◆ About this task ◆
Reproduce all of the entries below exactly, without images.

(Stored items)
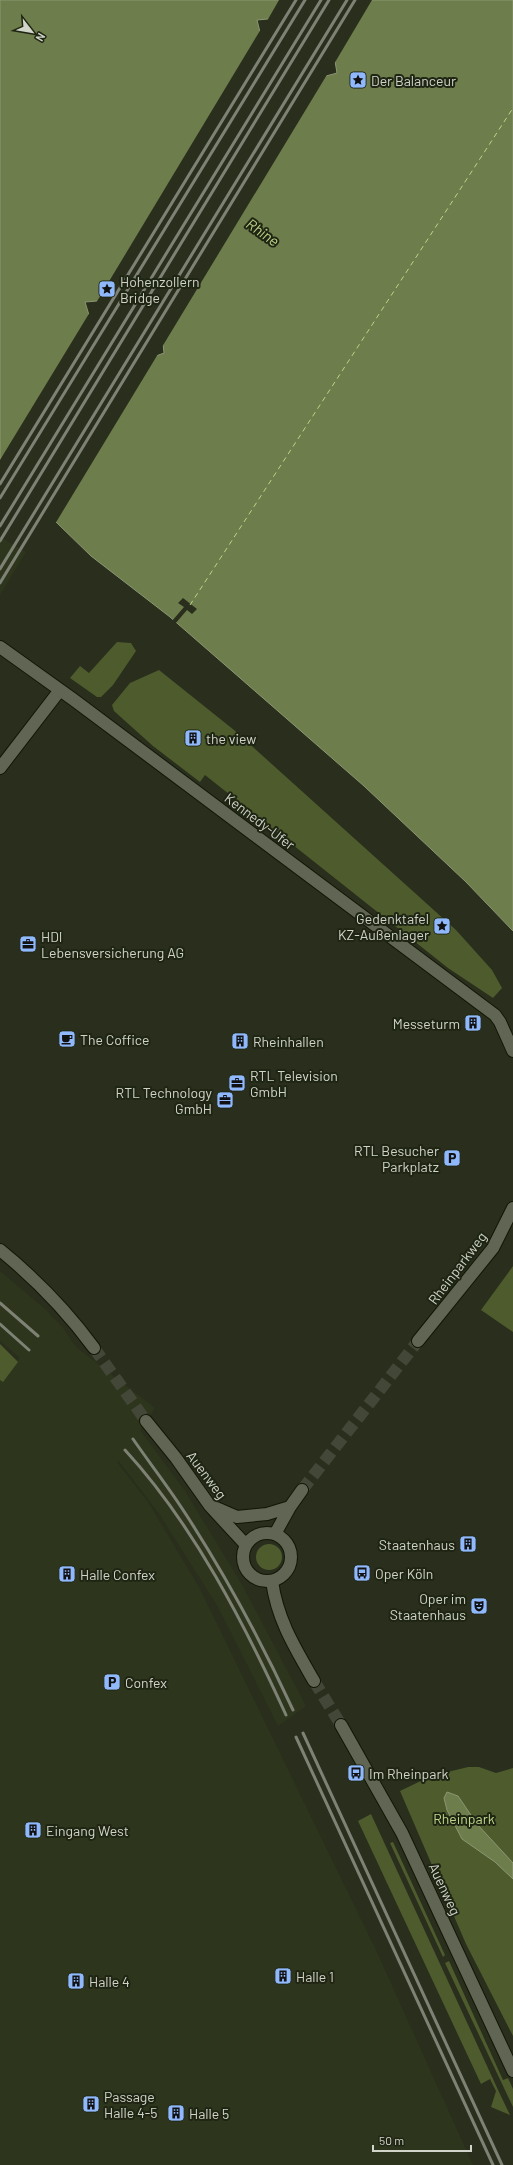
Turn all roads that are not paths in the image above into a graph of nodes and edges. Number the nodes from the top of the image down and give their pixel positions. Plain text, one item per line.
1 (0, 647) edge
2 (60, 690) junction
3 (0, 768) edge
4 (513, 1051) edge
5 (513, 1208) edge
6 (0, 1250) edge
7 (418, 1341) tunnel mouth
8 (94, 1348) tunnel mouth
9 (146, 1421) tunnel mouth
10 (302, 1490) tunnel mouth
11 (210, 1506) junction
12 (290, 1507) junction
13 (275, 1534) junction
14 (246, 1545) junction
15 (272, 1581) junction
16 (314, 1681) tunnel mouth
17 (341, 1725) tunnel mouth
18 (513, 2071) edge

1 - 2 street, Kennedy-Ufer
2 - 3 street
2 - 4 street, Kennedy-Ufer
5 - 7 street, Rheinparkweg
6 - 8 street
9 - 11 street, Auenweg
10 - 12 street
11 - 12 street
11 - 14 street, Auenweg
12 - 13 street
13 - 14 street
13 - 15 street
14 - 15 street
15 - 16 street
17 - 18 street, Auenweg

◆ Solution for this exercise ◆
Turn all roads that are not paths in the image above into a graph of nodes and edges. Number the nodes from the top of the image down and give their pixel positions. Plain text, one item per line.
1 (0, 647) edge
2 (60, 690) junction
3 (0, 768) edge
4 (513, 1051) edge
5 (513, 1208) edge
6 (0, 1250) edge
7 (418, 1341) tunnel mouth
8 (94, 1348) tunnel mouth
9 (146, 1421) tunnel mouth
10 (302, 1490) tunnel mouth
11 (210, 1506) junction
12 (290, 1507) junction
13 (275, 1534) junction
14 (246, 1545) junction
15 (272, 1581) junction
16 (314, 1681) tunnel mouth
17 (341, 1725) tunnel mouth
18 (513, 2071) edge

1 - 2 street, Kennedy-Ufer
2 - 3 street
2 - 4 street, Kennedy-Ufer
5 - 7 street, Rheinparkweg
6 - 8 street
9 - 11 street, Auenweg
10 - 12 street
11 - 12 street
11 - 14 street, Auenweg
12 - 13 street
13 - 14 street
13 - 15 street
14 - 15 street
15 - 16 street
17 - 18 street, Auenweg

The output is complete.